» Exercise: Transcribe only the lines in the data below falling between the line with "middle dip: (167, 120)" and the line with "index mcp: (1277, 920)", including those two lines, and leave out any picture.
───── Records to use ─────
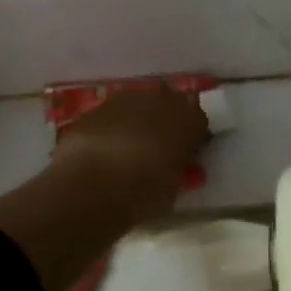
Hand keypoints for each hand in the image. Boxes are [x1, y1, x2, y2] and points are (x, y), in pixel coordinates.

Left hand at [49, 86, 209, 225]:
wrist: (91, 182)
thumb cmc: (143, 191)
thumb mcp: (173, 187)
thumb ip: (177, 167)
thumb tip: (172, 163)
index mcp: (188, 120)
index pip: (199, 121)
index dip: (193, 137)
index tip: (188, 153)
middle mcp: (161, 100)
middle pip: (170, 103)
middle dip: (167, 120)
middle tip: (161, 145)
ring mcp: (126, 99)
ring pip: (140, 104)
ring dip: (139, 120)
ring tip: (131, 146)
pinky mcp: (97, 106)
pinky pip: (113, 114)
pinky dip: (113, 126)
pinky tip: (106, 147)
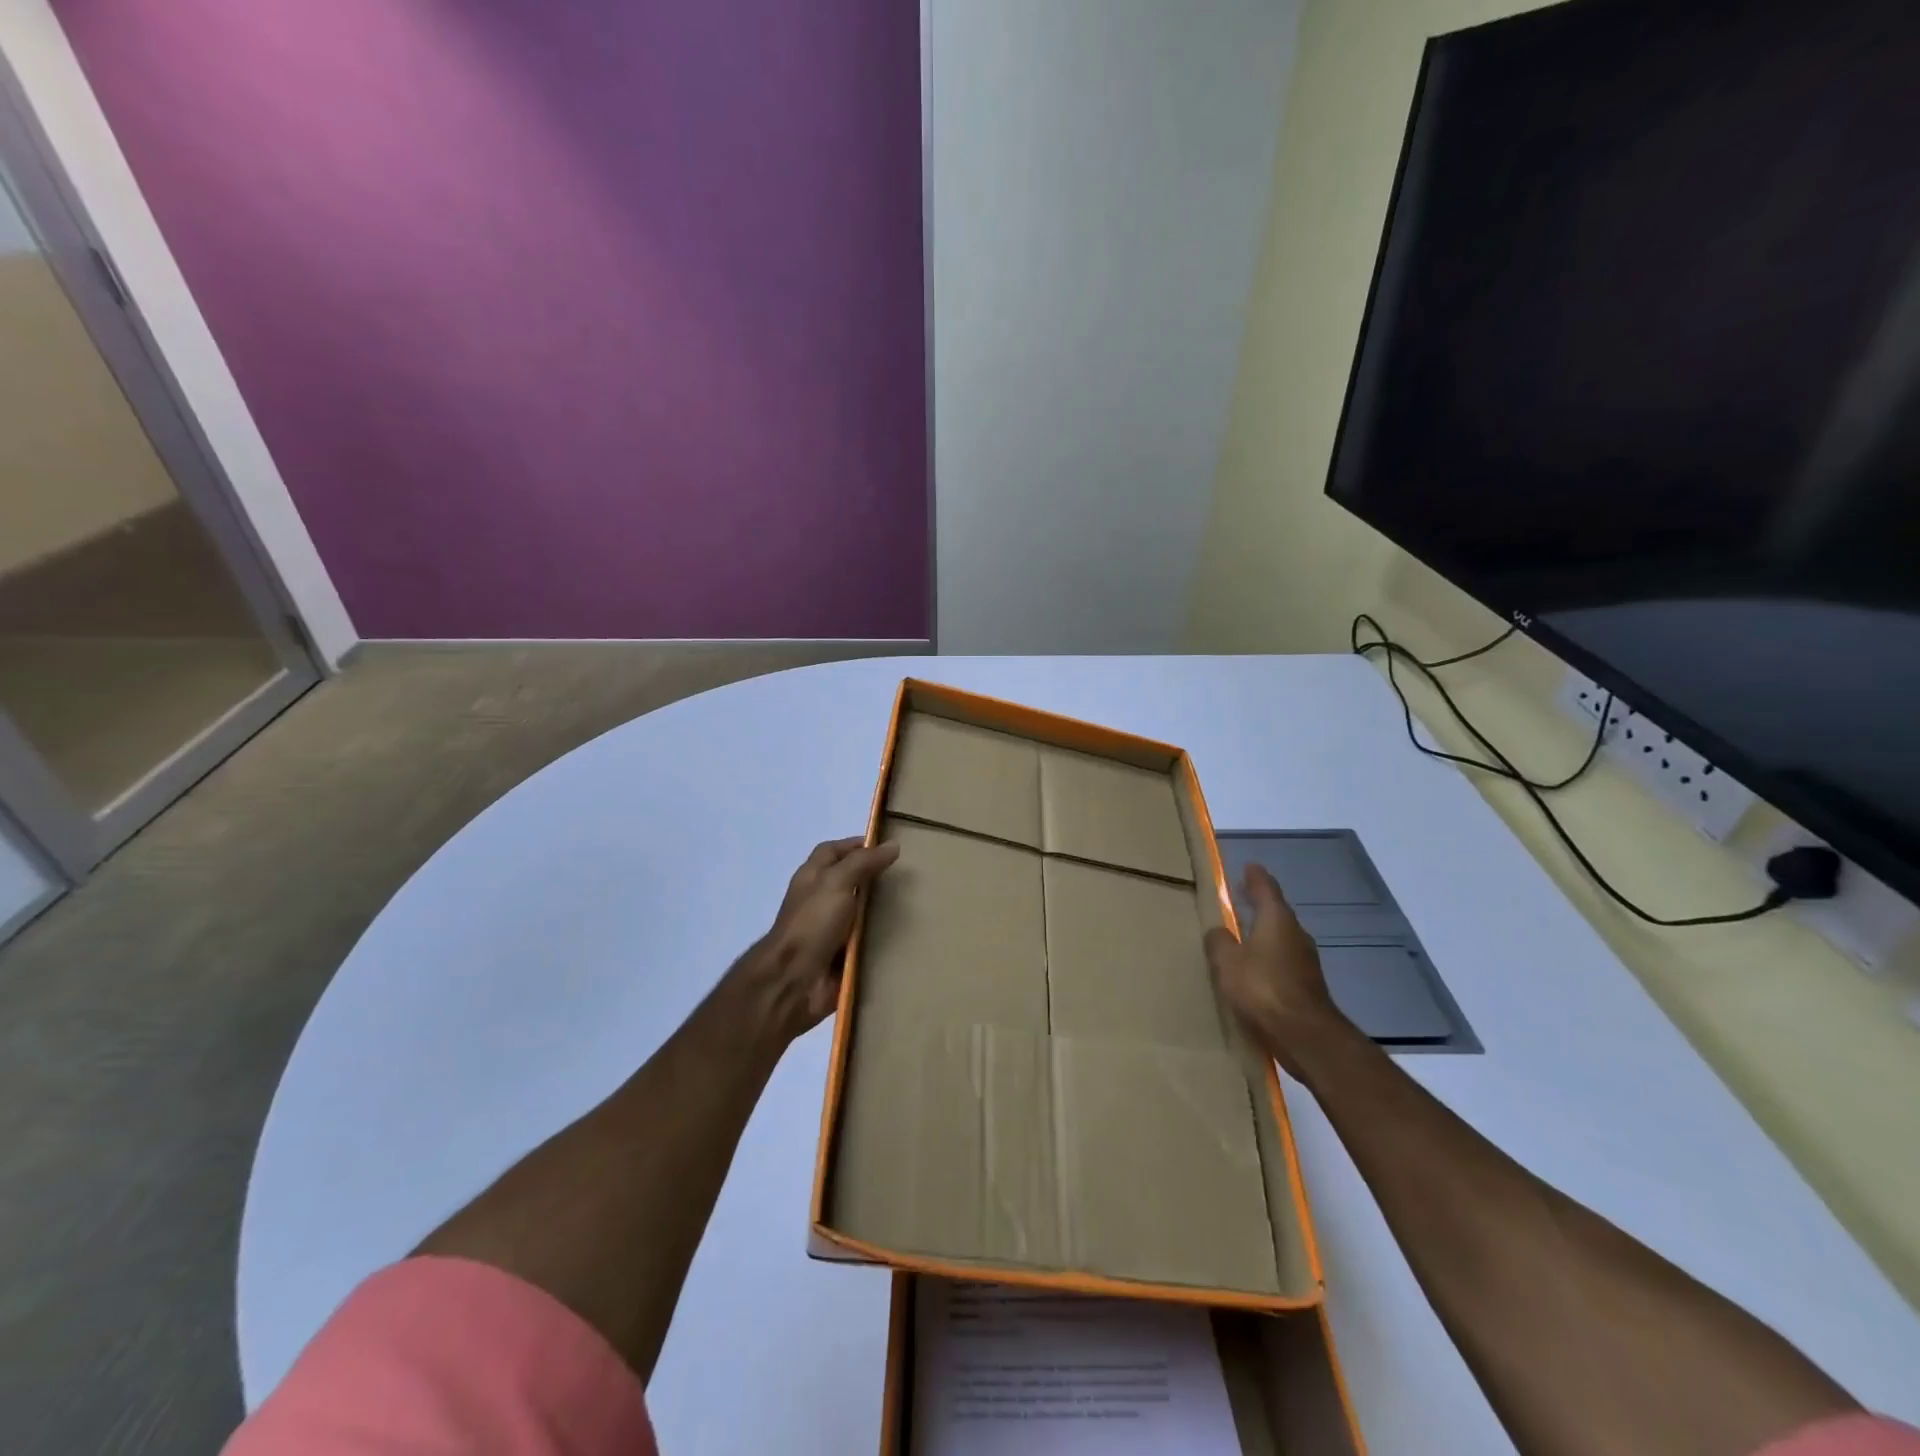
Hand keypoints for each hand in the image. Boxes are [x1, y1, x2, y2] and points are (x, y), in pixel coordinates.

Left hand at [731, 836, 899, 1046]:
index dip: (857, 845)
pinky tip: (908, 934)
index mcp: (813, 877)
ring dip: (882, 909)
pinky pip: (866, 941)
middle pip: (850, 880)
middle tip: (909, 876)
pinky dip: (882, 937)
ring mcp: (831, 929)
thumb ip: (863, 862)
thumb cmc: (812, 923)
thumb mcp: (837, 882)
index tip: (889, 846)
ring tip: (917, 903)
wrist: (794, 981)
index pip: (834, 851)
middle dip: (875, 877)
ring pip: (861, 912)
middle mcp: (820, 899)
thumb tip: (893, 845)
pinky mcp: (842, 955)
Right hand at [1204, 863, 1352, 1078]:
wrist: (1305, 1035)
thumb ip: (1219, 942)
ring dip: (1264, 934)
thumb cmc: (1263, 988)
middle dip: (1260, 905)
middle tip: (1242, 898)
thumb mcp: (1228, 962)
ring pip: (1281, 939)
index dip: (1256, 877)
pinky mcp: (1307, 986)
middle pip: (1276, 913)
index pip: (1266, 889)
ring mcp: (1305, 962)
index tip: (1249, 866)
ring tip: (1244, 935)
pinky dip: (1269, 959)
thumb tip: (1218, 931)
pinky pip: (1283, 962)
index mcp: (1277, 920)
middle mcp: (1295, 935)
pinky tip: (1255, 969)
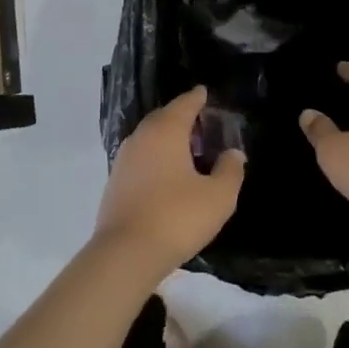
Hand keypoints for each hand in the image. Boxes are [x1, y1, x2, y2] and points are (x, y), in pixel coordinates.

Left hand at [95, 86, 244, 281]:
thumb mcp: (218, 196)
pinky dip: (156, 158)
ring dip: (168, 139)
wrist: (126, 254)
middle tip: (202, 124)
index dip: (197, 98)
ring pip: (150, 138)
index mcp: (166, 131)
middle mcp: (141, 137)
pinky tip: (168, 175)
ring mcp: (124, 159)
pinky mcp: (115, 182)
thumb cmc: (177, 217)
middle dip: (182, 117)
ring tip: (188, 151)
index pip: (184, 104)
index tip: (206, 93)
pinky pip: (141, 158)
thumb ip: (230, 170)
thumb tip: (233, 153)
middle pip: (164, 117)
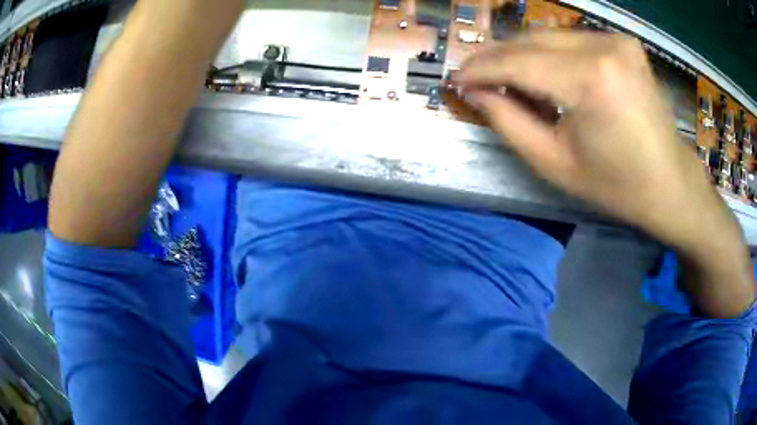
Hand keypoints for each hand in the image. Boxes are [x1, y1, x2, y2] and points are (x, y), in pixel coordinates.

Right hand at [456, 31, 753, 316]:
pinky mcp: (622, 42)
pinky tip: (544, 74)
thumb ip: (508, 122)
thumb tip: (475, 91)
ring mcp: (615, 40)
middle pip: (531, 40)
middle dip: (497, 57)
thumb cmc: (616, 185)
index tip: (456, 79)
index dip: (481, 69)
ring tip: (507, 79)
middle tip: (475, 77)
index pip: (518, 61)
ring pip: (549, 35)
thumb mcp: (555, 164)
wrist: (670, 183)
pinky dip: (550, 53)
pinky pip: (571, 40)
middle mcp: (603, 46)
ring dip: (522, 54)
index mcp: (590, 80)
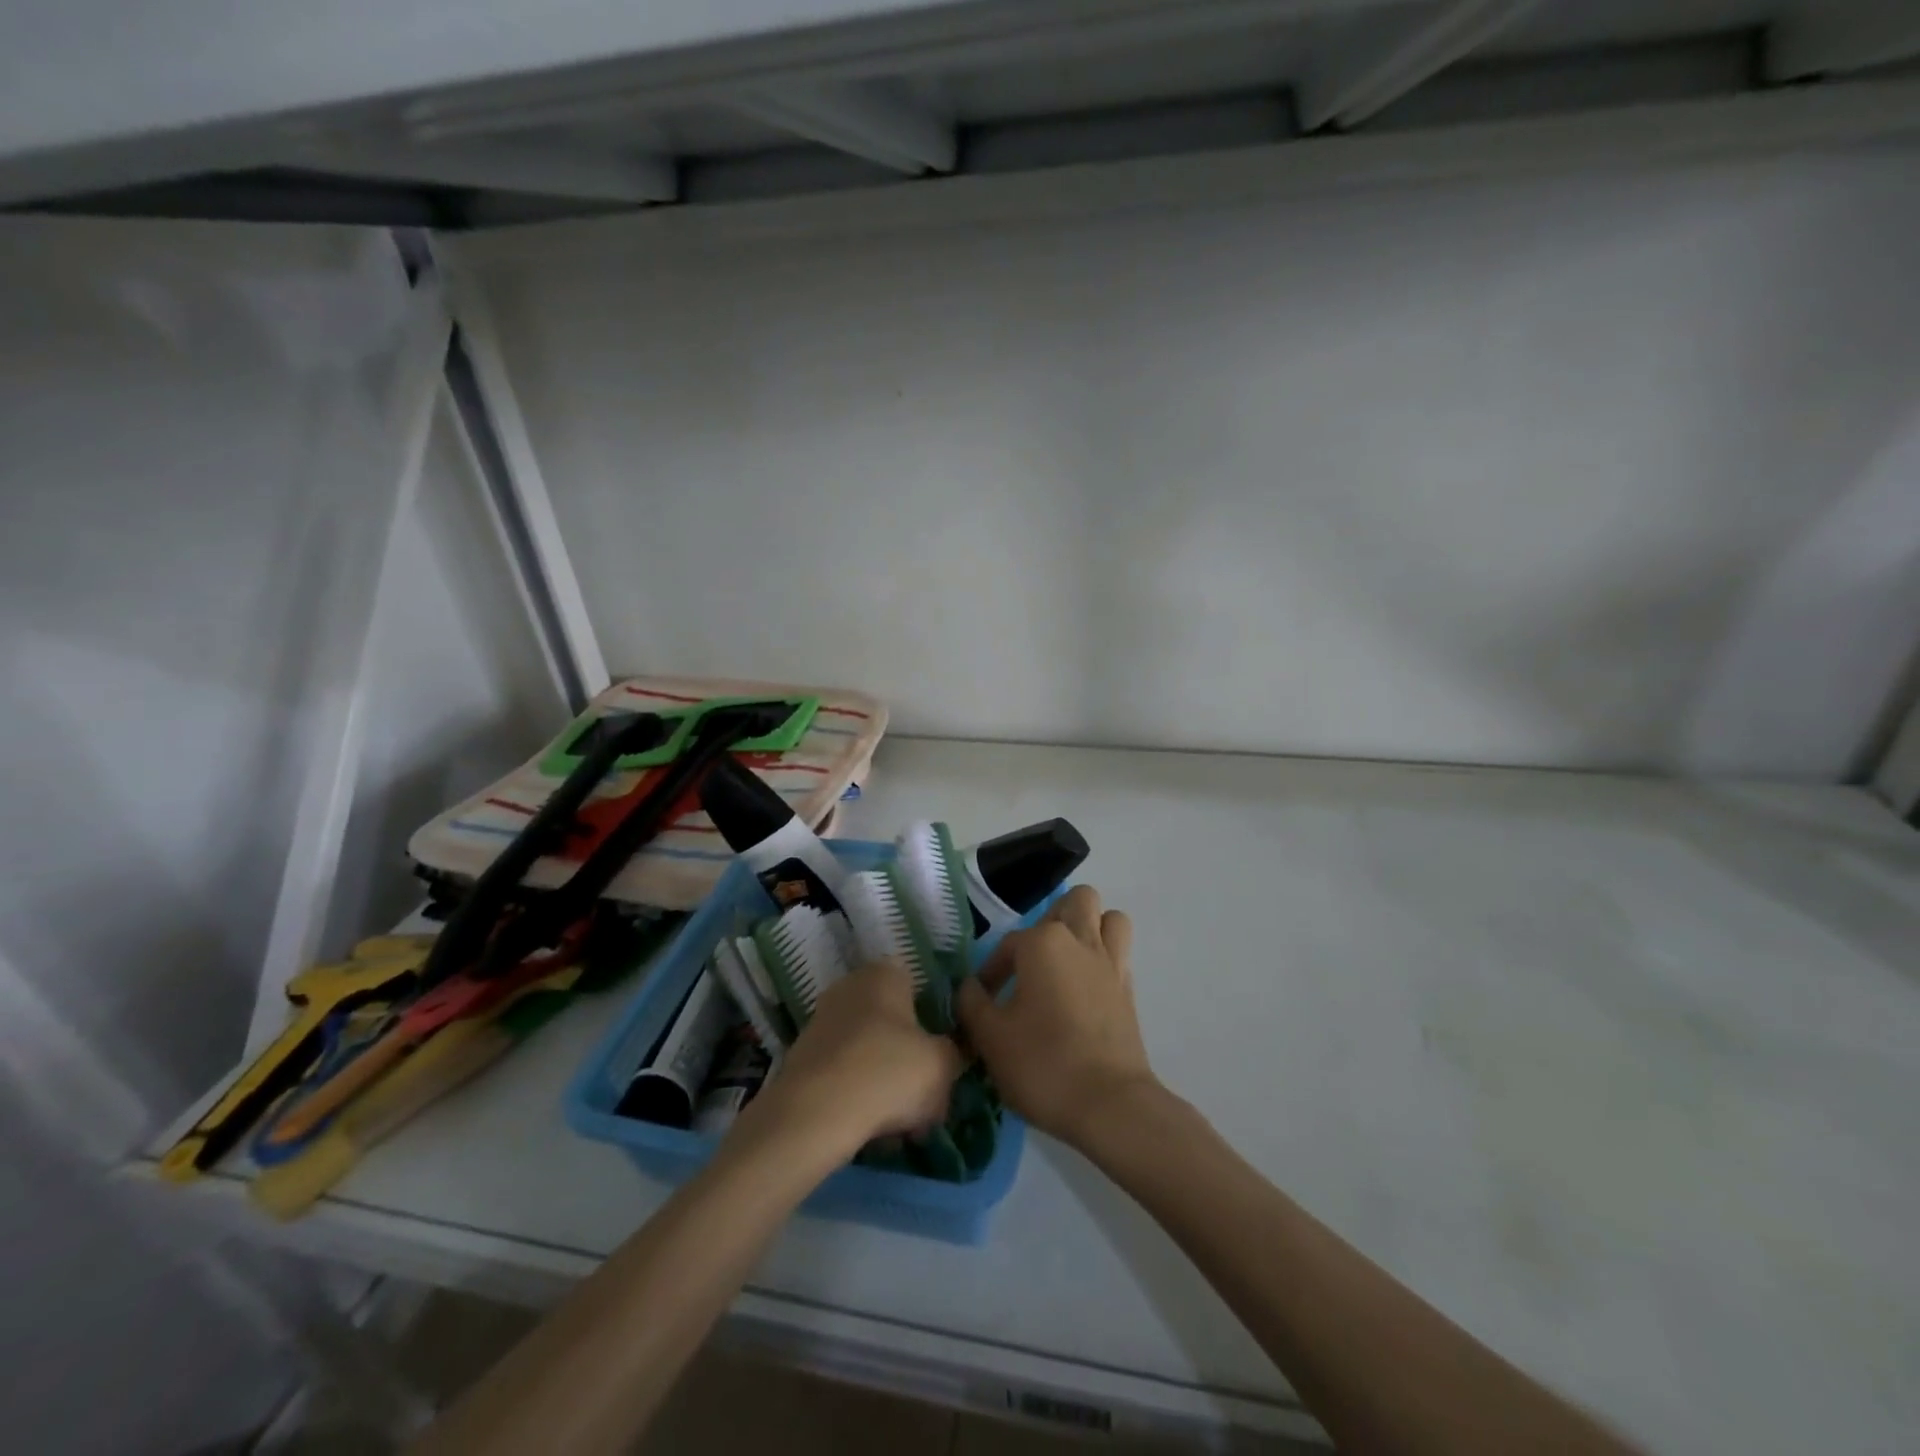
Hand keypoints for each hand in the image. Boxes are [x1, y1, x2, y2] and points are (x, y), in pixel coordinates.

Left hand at [753, 959, 963, 1153]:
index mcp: (884, 973)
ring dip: (885, 1082)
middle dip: (909, 1058)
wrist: (814, 1115)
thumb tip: (948, 1059)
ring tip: (901, 1125)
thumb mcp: (943, 1064)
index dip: (934, 1021)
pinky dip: (858, 1096)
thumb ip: (954, 1054)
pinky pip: (844, 1074)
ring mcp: (821, 1021)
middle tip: (926, 1097)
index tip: (944, 1056)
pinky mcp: (802, 1058)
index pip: (918, 986)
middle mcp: (850, 987)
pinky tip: (871, 1130)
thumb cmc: (888, 1072)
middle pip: (893, 1023)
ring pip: (869, 1052)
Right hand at [955, 885, 1157, 1149]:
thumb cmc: (1042, 1064)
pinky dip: (1103, 959)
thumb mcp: (989, 1037)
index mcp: (1043, 943)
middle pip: (1076, 902)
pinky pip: (1119, 954)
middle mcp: (1081, 940)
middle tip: (1034, 959)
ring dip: (1089, 929)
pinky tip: (1084, 990)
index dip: (991, 971)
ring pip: (1109, 919)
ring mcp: (1112, 962)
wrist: (1109, 1105)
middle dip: (1054, 920)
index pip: (1009, 943)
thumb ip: (972, 1003)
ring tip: (1066, 962)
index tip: (984, 1001)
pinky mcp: (1130, 989)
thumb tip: (969, 986)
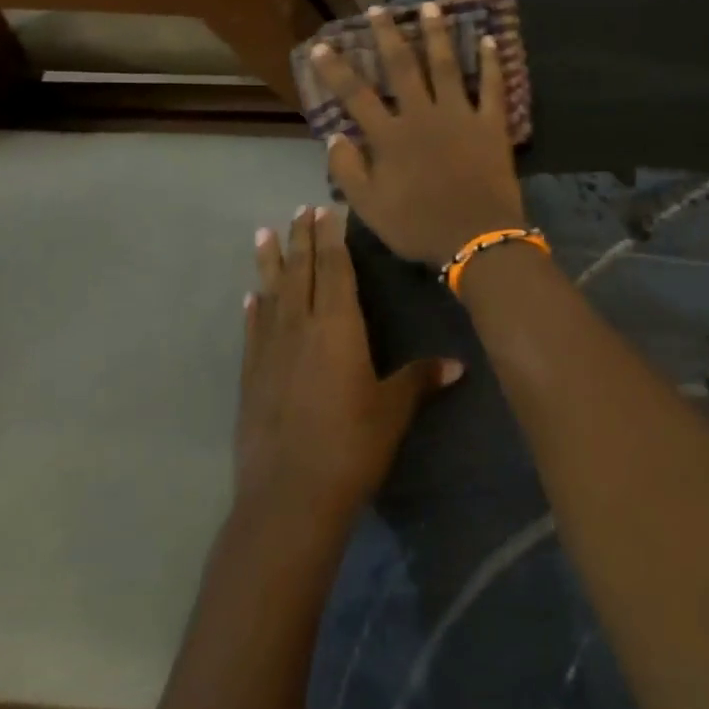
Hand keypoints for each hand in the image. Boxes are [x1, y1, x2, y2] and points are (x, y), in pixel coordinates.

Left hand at [236, 205, 460, 522]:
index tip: (326, 209)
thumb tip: (457, 364)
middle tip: (298, 210)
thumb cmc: (350, 446)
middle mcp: (300, 328)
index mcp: (338, 327)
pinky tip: (251, 298)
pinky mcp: (251, 379)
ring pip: (271, 294)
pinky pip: (253, 331)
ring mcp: (270, 353)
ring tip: (263, 234)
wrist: (287, 499)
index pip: (336, 269)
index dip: (332, 238)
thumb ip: (420, 379)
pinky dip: (254, 310)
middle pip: (301, 272)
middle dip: (302, 239)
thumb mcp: (393, 410)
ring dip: (270, 263)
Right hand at [311, 4, 526, 267]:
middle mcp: (422, 116)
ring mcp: (459, 115)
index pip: (356, 95)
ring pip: (446, 65)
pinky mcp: (491, 123)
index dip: (336, 69)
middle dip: (387, 35)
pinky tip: (488, 38)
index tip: (322, 45)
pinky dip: (491, 62)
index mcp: (390, 137)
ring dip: (437, 34)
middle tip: (378, 9)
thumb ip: (348, 170)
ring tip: (430, 6)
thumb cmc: (419, 227)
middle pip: (402, 67)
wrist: (476, 238)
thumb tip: (334, 135)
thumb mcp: (370, 209)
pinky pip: (492, 86)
─────
» Answer to the problem:
middle dip: (167, 120)
middle tip: (161, 145)
ring mcp: (126, 99)
ring pip: (140, 104)
ring dip: (139, 120)
ring tip: (131, 146)
pinky mcp: (97, 106)
pinky pip: (113, 114)
pinky dip: (113, 126)
pinky tip: (106, 147)
Hand keypoints for each hand in the image. Boxes are [x1, y1, x2, y2] and points are (x, y), in pixel coordinates.

Left hand at [731, 836, 899, 1046]:
index dip: (857, 845)
pinky tip: (908, 934)
index mcp: (813, 877)
ring dip: (882, 909)
pinky pip: (866, 941)
middle pip: (850, 880)
middle tip: (909, 876)
pinky dip: (882, 937)
ring mcp: (831, 929)
thumb ip: (863, 862)
thumb cmc: (812, 923)
thumb mcp: (837, 882)
index tip: (889, 846)
ring tip: (917, 903)
wrist: (794, 981)
index pip: (834, 851)
middle dip: (875, 877)
ring pip: (861, 912)
middle mcp: (820, 899)
thumb tip: (893, 845)
pinky mcp: (842, 955)
Right hand at [1204, 863, 1352, 1078]:
wrist: (1305, 1035)
thumb ip: (1219, 942)
ring dip: (1264, 934)
thumb cmc: (1263, 988)
middle dip: (1260, 905)
middle tip: (1242, 898)
thumb mcp: (1228, 962)
ring pip: (1281, 939)
index dip: (1256, 877)
pinky mcp: (1307, 986)
middle pip: (1276, 913)
index pip: (1266, 889)
ring mcp: (1305, 962)
index tip: (1249, 866)
ring tip: (1244, 935)
pinky dip: (1269, 959)
thumb tip: (1218, 931)
pinky pip: (1283, 962)
index mcp: (1277, 920)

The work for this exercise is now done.